3.1.1 明確增值稅共同主體稅地位,調整中央與地方分配比例.由國稅部門征管的增值稅收入,中央占四分之三,地方僅占四分之一.“營改增”前的營業稅收入,中央參與不分成,而是全部由省、市、縣三級地方政府來征收與分配.如前文所述,“營改增”后產生了一系列對于財政收入的分配效應.目前,為保證改革的順利實施,原有的稅收預算分配比例并未變動,從而導致地方承擔了大部分由于“營改增”帶來的地方稅收減少的負擔.考慮到地方缺失主體稅帶來的巨大稅收損失,為了填補地方稅收窟窿,應當重新確定中央與地方的增值稅分配比例,短期內可以將比例調整到各自50%,使得部分增值稅收入下移到地方政府,從而減少地方稅收大量流失的不利影響,有助于地方經濟的穩定發展.
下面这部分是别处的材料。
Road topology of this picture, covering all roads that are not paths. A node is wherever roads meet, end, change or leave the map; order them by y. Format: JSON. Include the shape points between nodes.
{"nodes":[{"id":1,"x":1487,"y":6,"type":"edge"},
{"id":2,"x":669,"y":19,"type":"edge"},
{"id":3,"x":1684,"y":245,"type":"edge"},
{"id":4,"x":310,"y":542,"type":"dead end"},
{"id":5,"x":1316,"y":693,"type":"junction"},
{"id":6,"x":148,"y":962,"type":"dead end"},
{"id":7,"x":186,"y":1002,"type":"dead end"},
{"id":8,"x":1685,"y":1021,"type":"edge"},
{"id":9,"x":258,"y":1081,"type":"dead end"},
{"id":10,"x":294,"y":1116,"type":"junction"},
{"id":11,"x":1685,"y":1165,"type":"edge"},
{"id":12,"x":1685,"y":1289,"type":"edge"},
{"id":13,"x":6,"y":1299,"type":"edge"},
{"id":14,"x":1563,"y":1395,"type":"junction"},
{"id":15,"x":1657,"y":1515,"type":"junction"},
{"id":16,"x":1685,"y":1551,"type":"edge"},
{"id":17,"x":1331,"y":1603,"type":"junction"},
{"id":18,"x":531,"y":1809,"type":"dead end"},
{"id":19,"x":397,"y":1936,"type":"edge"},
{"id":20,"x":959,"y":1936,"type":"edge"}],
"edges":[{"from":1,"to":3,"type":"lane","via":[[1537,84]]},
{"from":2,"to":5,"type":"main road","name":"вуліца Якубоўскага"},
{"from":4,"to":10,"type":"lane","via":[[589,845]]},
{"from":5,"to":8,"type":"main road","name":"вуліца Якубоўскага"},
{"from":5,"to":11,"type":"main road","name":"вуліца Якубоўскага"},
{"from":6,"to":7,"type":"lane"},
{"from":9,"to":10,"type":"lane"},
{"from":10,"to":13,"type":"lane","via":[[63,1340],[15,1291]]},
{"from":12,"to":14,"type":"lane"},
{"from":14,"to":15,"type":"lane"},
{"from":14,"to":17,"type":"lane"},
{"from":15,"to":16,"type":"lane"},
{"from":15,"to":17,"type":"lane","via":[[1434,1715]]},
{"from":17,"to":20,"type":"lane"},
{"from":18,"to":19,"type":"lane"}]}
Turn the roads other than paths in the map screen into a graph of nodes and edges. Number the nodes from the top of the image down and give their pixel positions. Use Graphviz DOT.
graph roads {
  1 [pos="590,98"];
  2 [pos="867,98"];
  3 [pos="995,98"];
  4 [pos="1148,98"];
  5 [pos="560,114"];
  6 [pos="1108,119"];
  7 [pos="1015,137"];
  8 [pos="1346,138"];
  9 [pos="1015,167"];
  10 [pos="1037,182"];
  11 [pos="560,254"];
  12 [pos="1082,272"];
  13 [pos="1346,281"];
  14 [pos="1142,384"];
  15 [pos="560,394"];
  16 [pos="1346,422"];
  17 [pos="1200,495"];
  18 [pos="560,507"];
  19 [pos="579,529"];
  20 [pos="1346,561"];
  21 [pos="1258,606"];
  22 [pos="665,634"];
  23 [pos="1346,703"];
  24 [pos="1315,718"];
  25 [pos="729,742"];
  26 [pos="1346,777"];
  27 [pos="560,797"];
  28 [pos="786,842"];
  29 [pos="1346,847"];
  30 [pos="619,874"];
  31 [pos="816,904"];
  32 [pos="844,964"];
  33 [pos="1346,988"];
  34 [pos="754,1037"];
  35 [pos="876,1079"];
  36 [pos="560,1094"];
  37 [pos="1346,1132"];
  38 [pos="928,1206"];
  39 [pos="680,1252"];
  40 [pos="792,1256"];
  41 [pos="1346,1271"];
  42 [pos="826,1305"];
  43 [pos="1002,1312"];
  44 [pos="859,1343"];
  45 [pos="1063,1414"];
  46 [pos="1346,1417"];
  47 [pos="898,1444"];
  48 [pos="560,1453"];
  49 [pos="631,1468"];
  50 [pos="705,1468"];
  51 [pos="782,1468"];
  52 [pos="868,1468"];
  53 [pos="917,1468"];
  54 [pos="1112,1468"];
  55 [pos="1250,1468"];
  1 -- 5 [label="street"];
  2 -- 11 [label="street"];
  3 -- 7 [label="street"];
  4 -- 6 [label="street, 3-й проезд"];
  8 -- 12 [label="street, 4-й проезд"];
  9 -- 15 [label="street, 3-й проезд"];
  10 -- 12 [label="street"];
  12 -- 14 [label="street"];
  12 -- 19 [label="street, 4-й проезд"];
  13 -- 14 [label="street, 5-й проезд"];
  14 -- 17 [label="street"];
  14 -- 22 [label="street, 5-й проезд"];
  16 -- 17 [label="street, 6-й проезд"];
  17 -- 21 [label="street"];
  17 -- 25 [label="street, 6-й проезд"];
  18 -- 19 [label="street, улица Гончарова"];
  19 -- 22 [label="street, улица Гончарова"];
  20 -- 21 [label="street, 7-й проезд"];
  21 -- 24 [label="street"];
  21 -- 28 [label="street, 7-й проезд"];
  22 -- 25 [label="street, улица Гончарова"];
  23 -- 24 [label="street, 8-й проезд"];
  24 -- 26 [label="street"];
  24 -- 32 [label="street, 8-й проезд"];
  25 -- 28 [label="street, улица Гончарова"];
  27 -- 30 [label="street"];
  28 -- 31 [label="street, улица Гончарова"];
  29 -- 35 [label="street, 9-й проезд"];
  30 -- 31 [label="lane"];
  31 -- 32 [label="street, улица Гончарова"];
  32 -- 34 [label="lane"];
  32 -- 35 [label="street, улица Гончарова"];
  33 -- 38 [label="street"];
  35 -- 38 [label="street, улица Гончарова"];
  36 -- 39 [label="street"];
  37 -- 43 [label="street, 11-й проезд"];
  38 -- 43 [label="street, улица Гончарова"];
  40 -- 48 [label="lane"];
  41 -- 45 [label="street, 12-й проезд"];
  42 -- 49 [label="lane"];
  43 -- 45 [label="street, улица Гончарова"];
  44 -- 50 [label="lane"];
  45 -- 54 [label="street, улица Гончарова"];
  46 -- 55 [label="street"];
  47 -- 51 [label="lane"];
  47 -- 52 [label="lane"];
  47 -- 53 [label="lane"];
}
3.1.2 整合房地產稅費,構建財產稅地方次主體稅體系.從理論上來說,財產稅應該是作為地方稅主體稅種的最佳選擇,因為其基本符合了地方稅的所有特征,比如說稅基具有穩定性,稅源充足等.可以說,當下我國房地產稅制改革已逐漸達成共識,可以作為地方重要稅種之一.應該將現行的房地產領域的稅費整合成一個系統的房地產稅.改革后的房地產稅制,征稅范圍擴大至居民擁有的住房,計稅依據參考房屋的市場評估價值.根據稅收公平、效率和量能負擔的原則制定稅率,其中對限定面積的家庭住房實行免稅的優惠政策,以此來確立房地產稅作為財產稅的主體稅.
3.2.1優化資源稅制度.(1)適當擴大征稅范圍.當前資源稅的征稅范圍僅僅涵蓋煤炭、原油、天然氣等資源.為了進一步提高資源的使用效率,應當逐漸增加資源稅的課稅對象,比如水資源、森林資源、灘涂資源等.(2)轉換資源稅計征方式.資源稅現為從量稅,應該改為從價稅,將開采資源的部分外部成本內部化,從而抑制資源的過度消耗,還能增加地方稅收收入.(3)適當提高稅率.不僅可以增加納稅人的采礦成本,從而限制使用,減少浪費,而且還能填補“營改增”帶來的地方政府財力缺口.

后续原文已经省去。